TASK INPUTS Block Start
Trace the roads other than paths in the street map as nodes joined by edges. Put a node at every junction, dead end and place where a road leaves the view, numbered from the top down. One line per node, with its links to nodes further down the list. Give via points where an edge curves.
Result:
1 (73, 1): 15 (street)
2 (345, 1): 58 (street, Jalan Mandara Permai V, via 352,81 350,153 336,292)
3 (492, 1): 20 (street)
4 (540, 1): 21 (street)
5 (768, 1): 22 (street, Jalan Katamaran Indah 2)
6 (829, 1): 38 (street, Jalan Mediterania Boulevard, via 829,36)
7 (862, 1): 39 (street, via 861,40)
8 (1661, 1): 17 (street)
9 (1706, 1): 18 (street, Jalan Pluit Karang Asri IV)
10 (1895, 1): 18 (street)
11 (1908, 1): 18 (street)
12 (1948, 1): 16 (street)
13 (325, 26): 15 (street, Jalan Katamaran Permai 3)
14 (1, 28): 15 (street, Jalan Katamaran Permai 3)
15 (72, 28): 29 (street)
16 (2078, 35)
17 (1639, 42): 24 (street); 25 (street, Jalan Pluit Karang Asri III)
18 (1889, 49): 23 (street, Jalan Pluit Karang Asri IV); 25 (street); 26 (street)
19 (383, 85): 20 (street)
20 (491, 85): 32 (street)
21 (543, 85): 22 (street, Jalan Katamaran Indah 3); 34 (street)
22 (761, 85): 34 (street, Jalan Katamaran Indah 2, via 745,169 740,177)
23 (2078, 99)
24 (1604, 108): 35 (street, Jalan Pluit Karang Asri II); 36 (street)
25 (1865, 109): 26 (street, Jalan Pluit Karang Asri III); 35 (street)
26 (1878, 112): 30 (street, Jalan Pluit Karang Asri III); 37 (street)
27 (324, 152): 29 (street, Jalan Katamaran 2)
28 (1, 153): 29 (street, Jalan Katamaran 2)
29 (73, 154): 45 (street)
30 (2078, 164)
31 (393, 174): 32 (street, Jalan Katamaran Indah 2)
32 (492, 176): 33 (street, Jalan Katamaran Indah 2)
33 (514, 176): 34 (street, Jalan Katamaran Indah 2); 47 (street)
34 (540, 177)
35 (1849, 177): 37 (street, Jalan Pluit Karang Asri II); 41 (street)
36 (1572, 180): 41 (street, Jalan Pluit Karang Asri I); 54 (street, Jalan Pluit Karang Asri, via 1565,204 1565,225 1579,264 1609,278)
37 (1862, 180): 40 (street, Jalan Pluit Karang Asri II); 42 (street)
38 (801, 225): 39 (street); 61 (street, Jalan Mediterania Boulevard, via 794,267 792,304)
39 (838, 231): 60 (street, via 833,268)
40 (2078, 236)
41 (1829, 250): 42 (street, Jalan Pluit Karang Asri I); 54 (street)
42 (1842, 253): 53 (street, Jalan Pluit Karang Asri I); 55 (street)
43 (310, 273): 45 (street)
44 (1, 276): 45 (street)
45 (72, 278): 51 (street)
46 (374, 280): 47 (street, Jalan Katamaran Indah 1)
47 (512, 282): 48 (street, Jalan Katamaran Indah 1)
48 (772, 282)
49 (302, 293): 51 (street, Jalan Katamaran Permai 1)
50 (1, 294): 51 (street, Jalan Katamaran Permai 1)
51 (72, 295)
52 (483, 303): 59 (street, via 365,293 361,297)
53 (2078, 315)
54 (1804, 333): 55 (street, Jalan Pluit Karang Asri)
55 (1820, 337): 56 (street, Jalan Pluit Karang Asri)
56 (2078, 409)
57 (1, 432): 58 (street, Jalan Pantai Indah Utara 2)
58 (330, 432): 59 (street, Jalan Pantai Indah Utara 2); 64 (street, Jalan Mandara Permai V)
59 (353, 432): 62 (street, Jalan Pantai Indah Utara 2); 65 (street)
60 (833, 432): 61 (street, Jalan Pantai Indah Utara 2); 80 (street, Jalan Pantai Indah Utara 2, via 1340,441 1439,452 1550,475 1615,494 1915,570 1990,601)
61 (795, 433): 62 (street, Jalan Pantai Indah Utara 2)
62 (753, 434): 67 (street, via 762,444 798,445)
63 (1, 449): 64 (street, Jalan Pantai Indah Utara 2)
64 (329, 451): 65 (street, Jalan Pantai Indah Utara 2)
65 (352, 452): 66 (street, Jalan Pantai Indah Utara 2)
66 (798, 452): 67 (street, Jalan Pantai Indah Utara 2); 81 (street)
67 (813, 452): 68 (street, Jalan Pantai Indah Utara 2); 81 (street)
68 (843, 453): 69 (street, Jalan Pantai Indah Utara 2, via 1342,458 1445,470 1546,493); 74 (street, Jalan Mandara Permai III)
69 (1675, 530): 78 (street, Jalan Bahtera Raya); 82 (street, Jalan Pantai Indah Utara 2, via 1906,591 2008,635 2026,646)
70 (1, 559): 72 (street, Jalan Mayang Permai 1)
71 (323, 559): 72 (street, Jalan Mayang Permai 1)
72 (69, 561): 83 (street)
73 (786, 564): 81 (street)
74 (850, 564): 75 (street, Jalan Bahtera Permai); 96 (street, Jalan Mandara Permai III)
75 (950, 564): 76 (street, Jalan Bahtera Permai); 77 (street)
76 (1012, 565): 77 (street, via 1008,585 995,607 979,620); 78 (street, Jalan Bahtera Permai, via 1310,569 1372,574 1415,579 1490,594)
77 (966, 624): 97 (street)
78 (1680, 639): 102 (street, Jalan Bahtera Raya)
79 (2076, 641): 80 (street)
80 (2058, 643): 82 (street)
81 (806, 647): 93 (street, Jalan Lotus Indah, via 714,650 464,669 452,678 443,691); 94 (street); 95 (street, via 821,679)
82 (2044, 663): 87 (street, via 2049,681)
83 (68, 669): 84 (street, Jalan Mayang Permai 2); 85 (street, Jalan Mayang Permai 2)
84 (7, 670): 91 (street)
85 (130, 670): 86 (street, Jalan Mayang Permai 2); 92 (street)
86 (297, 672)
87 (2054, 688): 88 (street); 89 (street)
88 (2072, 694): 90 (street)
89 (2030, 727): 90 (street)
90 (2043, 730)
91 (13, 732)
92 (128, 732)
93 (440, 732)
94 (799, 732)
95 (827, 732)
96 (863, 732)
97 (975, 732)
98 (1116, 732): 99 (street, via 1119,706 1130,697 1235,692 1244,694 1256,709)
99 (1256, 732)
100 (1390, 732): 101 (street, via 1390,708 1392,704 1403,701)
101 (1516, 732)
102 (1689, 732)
TASK INPUTS Block End
# TASK OBJECTIVE
Return the lines above that include the string "Mediterania".

# FINAL ANSWER
6 (829, 1): 38 (street, Jalan Mediterania Boulevard, via 829,36)
38 (801, 225): 39 (street); 61 (street, Jalan Mediterania Boulevard, via 794,267 792,304)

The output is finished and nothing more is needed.